Le professeur insiste sur l’impact qu’aurait une éventuelle fermeture de l’établissement : « Une fermeture de l’IMM est inimaginable. Nous assurons un service public, notre qualité médicale est largement reconnue… pourquoi nous laisse-t-on dans cette situation ? »
une mobilisation politique et citoyenne
Au sein de la sphère politique, le dossier a été porté à l’Assemblée nationale par Rodrigo Arenas, député La France insoumise de la circonscription. Fin octobre, il a adressé une question écrite au ministère de la santé, alertant sur le « désastre sanitaire à l’échelle de la région parisienne » que représenterait la fermeture de l’IMM. Il y met en avant l’importance de l’établissement, notamment en ce qui concerne les 2 000 accouchements réalisés chaque année.

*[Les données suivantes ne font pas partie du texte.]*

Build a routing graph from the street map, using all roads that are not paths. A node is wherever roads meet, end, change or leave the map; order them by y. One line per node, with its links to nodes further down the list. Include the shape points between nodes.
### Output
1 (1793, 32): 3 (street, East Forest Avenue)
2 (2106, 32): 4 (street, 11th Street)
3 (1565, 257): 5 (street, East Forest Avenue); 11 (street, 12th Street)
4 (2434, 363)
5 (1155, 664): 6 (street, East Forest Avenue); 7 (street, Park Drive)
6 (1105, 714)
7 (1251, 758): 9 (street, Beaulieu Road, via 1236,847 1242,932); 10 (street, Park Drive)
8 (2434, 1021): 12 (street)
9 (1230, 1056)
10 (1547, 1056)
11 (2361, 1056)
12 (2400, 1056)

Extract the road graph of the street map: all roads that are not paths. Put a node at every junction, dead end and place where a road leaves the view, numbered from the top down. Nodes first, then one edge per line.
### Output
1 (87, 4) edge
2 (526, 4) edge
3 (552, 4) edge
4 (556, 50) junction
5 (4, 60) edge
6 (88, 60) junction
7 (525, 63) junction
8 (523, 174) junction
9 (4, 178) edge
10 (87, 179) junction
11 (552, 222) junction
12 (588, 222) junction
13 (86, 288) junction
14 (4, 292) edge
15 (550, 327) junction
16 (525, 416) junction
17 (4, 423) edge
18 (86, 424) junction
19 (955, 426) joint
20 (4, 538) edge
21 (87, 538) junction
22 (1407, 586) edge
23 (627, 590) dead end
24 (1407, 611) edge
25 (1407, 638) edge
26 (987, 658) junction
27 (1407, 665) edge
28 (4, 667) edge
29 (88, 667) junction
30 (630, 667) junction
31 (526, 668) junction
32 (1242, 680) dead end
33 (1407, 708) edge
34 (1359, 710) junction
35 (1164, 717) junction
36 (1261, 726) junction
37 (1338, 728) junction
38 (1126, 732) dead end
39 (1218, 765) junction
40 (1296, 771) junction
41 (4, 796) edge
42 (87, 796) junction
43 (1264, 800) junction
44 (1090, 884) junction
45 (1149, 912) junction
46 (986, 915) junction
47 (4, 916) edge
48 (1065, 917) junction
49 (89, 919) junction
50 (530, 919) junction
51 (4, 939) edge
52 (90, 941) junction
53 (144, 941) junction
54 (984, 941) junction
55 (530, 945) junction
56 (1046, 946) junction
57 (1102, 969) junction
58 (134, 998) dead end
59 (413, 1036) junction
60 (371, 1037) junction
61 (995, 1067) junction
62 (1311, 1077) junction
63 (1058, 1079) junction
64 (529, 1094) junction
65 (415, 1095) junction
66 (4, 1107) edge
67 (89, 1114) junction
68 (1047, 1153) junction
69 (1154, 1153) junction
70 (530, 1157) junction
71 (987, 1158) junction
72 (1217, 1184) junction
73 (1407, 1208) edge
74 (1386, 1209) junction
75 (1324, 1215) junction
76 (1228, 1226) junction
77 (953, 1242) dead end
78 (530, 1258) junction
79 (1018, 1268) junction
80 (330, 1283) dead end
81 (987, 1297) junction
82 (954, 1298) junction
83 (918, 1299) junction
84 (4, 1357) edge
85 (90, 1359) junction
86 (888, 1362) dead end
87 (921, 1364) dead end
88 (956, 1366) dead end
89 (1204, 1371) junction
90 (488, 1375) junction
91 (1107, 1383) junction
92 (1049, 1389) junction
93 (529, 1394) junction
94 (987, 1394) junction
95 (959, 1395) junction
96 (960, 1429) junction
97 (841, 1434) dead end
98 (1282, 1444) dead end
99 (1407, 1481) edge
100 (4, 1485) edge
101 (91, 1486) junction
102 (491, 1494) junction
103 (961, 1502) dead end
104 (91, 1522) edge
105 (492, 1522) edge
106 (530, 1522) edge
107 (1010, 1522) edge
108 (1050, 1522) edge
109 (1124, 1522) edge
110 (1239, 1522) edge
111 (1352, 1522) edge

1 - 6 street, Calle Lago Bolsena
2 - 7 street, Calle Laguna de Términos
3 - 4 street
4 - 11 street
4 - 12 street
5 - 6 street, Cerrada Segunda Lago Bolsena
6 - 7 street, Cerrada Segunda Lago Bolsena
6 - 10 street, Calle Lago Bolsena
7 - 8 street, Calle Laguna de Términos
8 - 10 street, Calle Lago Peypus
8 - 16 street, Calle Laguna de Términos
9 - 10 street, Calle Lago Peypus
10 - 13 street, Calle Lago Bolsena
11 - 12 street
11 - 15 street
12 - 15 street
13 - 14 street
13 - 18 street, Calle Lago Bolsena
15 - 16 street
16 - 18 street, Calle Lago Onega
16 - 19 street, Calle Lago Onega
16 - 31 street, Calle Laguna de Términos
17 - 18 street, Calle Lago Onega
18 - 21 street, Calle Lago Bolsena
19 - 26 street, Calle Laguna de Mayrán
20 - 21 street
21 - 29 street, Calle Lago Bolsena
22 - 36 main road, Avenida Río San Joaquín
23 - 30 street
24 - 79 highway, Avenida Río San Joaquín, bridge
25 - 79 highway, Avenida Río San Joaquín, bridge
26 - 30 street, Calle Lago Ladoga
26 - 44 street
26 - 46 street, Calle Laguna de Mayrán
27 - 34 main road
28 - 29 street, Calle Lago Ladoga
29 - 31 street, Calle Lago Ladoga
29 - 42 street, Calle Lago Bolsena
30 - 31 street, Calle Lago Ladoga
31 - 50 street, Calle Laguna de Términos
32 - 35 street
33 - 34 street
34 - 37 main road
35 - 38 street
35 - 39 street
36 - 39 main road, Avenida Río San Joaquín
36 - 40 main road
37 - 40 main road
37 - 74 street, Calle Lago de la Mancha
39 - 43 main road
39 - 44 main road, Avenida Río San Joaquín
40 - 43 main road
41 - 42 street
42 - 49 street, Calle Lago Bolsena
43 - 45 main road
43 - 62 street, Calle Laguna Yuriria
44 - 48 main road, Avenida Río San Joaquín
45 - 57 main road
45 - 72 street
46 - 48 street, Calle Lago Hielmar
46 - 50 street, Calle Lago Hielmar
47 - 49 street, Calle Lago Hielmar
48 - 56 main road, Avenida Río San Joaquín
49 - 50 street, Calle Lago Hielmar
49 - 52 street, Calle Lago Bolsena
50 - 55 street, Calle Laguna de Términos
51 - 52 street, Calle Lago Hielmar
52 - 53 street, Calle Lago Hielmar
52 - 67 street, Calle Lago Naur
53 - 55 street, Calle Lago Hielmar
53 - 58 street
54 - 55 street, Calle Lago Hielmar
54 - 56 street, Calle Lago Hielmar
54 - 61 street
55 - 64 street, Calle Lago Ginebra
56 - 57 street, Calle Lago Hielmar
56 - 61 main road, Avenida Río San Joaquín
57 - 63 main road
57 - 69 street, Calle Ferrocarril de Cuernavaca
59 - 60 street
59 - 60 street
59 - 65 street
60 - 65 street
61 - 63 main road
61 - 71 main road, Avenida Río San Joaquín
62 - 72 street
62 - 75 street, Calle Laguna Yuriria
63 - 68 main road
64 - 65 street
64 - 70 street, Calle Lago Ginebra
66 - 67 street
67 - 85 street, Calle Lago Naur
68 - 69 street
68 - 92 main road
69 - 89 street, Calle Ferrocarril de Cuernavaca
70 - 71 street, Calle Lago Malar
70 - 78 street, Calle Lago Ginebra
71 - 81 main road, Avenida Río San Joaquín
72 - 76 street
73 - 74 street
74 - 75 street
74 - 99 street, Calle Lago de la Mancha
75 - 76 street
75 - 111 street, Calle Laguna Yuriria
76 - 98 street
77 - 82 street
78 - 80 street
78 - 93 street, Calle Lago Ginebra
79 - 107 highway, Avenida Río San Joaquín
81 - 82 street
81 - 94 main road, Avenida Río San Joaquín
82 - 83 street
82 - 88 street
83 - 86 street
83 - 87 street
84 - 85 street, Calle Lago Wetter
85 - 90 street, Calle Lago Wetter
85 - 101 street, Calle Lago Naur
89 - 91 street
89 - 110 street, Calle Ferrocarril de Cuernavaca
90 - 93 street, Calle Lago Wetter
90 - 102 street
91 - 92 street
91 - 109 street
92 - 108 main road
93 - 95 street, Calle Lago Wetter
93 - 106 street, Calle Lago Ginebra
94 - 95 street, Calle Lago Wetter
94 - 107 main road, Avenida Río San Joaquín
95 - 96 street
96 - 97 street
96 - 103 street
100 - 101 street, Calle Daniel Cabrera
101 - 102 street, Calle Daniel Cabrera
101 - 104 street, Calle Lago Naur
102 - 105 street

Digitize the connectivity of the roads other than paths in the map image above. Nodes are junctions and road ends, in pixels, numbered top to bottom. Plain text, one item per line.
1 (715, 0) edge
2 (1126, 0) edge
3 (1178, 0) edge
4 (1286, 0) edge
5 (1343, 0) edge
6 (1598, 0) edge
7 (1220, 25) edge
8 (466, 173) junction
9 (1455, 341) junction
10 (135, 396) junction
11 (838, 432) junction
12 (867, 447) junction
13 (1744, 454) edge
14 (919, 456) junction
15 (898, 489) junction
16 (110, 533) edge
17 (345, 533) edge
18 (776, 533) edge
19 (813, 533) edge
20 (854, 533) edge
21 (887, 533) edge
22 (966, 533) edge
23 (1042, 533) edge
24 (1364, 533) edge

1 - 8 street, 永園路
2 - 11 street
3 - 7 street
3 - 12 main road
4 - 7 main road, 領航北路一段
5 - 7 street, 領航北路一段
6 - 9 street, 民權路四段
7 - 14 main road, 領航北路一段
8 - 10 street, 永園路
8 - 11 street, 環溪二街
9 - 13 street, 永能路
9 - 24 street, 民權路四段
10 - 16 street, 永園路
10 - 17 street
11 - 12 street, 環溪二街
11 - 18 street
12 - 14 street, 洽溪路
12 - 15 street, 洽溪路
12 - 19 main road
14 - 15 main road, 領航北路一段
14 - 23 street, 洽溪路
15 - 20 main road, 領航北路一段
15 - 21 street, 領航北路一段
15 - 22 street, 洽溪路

Dans la société civile, une mobilisation s’organise également. Une pétition en ligne visant à « sauver » l’IMM a déjà réuni, début février, plus de 4 000 signatures.
Pistes de sauvetage : le grand flou
Des aides publiques insuffisantes
Alors que les coûts ont explosé – notamment avec l’inflation et la revalorisation des salaires ( 183 euros mensuels pour les infirmiers) –, l’IMM se retrouve pris à la gorge. Si les pouvoirs publics ont consenti à une aide exceptionnelle de 48 millions d’euros, cela reste largement insuffisant au regard des besoins, estimés à 120 millions d’euros.
Les mutualistes attendent un geste supplémentaire de l’État, qui tarde à se manifester. Trois ans plus tôt, lors du congrès mutualiste de Nice, François Hollande s’était engagé à répondre à leurs principales demandes. Mais aujourd’hui encore, les promesses restent lettre morte.
Le mirage de la fusion avec Saint-joseph
Annoncé en grande pompe en février 2024, le projet de fusion avec l’Hôpital Saint-Joseph (groupe Elsan) s’est finalement enrayé. « Les cultures organisationnelles étaient incompatibles », confie une source proche du dossier, évoquant des divergences sur la gouvernance médicale. La direction cherche désormais à nouer des alliances inédites avec des acteurs universitaires, sans qu’aucun accord concret n’ait été dévoilé.
La course contre la montre
Avec une trésorerie limitée, l'établissement joue sa survie au jour le jour. L'ARS Île-de-France a déclaré dans un communiqué cité par Le Parisien : « Dans les discussions qui vont s'engager [...] l'ARS Île-de-France sera attentive au maintien de l'unité de l'établissement. »
Avec seulement trois mois de trésorerie, l’IMM joue sa survie au jour le jour. Plusieurs options sont envisagées :
- une recapitalisation forcée des mutuelles historiques, malgré leur réticence
- une cession partielle de certains actifs immobiliers
- une intervention in extremis de l’État, via des garanties d’emprunt exceptionnelles
« L'établissement restera pleinement opérationnel et continuera à assurer avec le même niveau de qualité les missions de service public qui lui sont confiées » IMM .
épilogue : un symbole qui dérange
Derrière le cas Montsouris se profile un enjeu plus vaste : l’avenir du modèle mutualiste dans un système de santé en tension. L’incapacité d’un hôpital de pointe à équilibrer ses comptes dans le cadre du financement hospitalier actuel interroge sur la viabilité du modèle. Alors que le gouvernement prépare une réforme des ESPIC pour 2026, cette crise constitue un signal d’alerte.